Apparently yesterday was weird.

The stock market like went down or something. Bad stock market [rubbing my portfolio’s nose in red paint] you go up!

This is being attributed to “hot” inflation data which lowers the odds of a rate cut plus a weak treasury auction that saw 10-year yields pop 20 bps. Probably doesn’t help mortgage rates either.

Anyway, it’s a nice backdrop to riff on some personal asset allocation stuff.

I think in broad strokes and prefer simplicity.


VTI, IWM, international Vanguard funds, and a handful of private managers. Very rarely invest in a single stocks.

Fixed income

This is mostly T-bills. I prefer short duration because the rates are best there and I’m uneasy about locking in nominal yields at these levels. A minority of fixed income slice is some medium duration TIPs in a tax-advantaged account. We’ll talk about inflation further below.

[The only long duration fixed income comes from some life insurance products and that is also a small position. My friend Rajiv is a quant on the insurance side (he was at a fund that bought lapsed policies — strange little corner of finance) and is my sherpa on thinking through these complicated products. I have a term policy but one of our family members got an insurance license to set all our families up whole life policies commission-free (there’s still an embedded management fee from the issuer). I have one in-depth article on insurance if you’re interested that was born out of research on IDF feeders and PPLI, topics that were of professional and personal interest. The short of it — insurance is a surgical tool not a cornerstone.]


The above part of our portfolio is weighted conservatively (about half and half). We have a small exposure to RE PE that’s we’ve had a stake in for over a decade but no longer own home. If we buy a house the funds will be drawn from out T-bill allocation so on balance our portfolio risk will increase.

Finally, about 10% of our portfolio is the weird barbell stuff that we are comfortable with going to zero. It’s comprised of SAFE notes and actively managed crypto VC stuff. 100% of this sleeve has come from reverse inquiry — either my wife or I asked if we could invest in a friend’s project or business.

I prefer the asymmetry of asking and sometimes not getting filled vs getting propositioned and knowing I’ll be filled. You will make mistakes sometimes of course, but despite a market-maker background, in real life I prefer to lift not be a resting bid or bet and not call if you like poker analogies.

Managing the portfolio

When I say “broad strokes”, I mean keeping the portfolio weights within a band that in a typical year doesn’t require rebalancing more than once. This allows some leeway to be a market timer around the edges or not look at your portfolio for long stretches.

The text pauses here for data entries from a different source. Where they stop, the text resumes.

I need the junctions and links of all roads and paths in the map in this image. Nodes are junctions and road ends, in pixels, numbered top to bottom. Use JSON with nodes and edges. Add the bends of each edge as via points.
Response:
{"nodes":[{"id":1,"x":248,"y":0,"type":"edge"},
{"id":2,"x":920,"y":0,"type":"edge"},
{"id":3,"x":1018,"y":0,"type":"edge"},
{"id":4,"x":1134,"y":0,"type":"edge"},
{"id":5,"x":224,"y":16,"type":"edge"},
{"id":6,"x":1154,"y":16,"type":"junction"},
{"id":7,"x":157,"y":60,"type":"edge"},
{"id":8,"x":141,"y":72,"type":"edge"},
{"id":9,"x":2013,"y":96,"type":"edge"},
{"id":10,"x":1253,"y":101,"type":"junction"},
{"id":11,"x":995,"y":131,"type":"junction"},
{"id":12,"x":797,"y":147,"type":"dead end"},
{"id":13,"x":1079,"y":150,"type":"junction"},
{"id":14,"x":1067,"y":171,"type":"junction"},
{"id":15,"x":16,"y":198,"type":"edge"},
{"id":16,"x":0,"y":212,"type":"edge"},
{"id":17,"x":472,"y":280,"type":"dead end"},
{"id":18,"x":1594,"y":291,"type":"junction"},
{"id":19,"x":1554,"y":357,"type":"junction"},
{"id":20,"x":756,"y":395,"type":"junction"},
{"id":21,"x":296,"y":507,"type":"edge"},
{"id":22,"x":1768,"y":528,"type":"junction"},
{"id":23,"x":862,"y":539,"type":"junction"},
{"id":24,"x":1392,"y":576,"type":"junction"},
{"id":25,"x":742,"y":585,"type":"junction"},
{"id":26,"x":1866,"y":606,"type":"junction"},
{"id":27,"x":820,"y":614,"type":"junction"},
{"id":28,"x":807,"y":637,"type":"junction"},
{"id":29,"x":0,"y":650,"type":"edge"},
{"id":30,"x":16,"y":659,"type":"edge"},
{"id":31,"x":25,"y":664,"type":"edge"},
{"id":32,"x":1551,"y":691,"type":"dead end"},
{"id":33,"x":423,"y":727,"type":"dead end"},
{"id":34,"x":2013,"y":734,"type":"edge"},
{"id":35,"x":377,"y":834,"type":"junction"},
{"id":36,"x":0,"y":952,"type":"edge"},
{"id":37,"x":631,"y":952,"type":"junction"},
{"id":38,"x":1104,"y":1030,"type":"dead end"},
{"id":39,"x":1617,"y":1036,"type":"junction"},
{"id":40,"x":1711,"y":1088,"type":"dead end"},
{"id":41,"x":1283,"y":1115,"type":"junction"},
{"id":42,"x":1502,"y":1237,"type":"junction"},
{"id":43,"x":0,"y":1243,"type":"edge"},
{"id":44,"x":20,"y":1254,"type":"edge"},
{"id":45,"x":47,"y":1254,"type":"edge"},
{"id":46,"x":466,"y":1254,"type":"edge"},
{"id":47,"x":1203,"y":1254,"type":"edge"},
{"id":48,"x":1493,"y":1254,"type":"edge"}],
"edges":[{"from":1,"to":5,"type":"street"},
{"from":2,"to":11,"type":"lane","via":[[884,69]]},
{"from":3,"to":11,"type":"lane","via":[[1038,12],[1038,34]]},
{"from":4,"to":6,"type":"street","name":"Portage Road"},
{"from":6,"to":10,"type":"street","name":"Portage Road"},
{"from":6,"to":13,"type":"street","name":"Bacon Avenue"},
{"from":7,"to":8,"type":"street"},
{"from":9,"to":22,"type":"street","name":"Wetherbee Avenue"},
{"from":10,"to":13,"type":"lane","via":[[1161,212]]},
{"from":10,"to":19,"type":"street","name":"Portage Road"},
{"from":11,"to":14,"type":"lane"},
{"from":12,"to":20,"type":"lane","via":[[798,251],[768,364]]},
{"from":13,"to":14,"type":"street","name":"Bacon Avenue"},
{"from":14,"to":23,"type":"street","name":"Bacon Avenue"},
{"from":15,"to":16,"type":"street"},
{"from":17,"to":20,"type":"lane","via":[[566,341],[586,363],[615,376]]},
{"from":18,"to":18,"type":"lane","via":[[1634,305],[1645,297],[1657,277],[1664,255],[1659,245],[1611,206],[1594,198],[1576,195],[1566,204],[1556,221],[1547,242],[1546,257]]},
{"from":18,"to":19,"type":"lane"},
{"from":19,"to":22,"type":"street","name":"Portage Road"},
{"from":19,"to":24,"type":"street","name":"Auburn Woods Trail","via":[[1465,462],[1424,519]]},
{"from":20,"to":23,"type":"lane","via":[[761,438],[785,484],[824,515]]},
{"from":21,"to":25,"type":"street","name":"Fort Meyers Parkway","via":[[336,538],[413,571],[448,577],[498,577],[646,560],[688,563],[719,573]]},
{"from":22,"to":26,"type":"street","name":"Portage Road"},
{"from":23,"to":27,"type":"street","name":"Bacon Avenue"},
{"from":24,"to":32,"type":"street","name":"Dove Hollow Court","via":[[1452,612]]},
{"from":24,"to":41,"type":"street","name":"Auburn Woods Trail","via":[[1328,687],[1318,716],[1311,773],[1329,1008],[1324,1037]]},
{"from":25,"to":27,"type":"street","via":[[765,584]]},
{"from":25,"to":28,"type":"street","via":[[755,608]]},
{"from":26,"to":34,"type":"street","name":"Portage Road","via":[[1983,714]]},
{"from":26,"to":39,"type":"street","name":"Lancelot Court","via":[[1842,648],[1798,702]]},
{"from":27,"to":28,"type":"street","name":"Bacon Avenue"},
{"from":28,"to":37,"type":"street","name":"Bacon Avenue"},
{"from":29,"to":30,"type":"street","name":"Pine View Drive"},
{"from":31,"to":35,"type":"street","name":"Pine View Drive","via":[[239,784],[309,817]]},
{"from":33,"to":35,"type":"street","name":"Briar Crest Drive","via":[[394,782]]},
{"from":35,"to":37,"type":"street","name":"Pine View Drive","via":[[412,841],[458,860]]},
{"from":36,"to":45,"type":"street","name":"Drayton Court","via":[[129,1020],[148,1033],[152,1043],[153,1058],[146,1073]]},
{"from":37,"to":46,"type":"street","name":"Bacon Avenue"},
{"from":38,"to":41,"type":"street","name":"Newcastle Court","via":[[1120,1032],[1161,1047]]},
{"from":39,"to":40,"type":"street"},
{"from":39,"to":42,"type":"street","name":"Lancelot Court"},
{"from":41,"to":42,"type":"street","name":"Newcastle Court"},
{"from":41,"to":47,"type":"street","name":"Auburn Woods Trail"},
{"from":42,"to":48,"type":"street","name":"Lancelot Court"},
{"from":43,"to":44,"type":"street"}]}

It’s a system that accommodates the rhythm of your life. Sometimes I’m interested in markets and other times I’m just head down on other things. [My wife describes my superpowers as being patient and FOMO-immune. The funny thing is I grew into both of these traits which tells me they aren’t “fixed” sliders. In my 20s, I looked over the fence a lot. It’s a recipe for anxiety. Anxiety can be productive so I’m not recommending anything, just calling it as I see it.]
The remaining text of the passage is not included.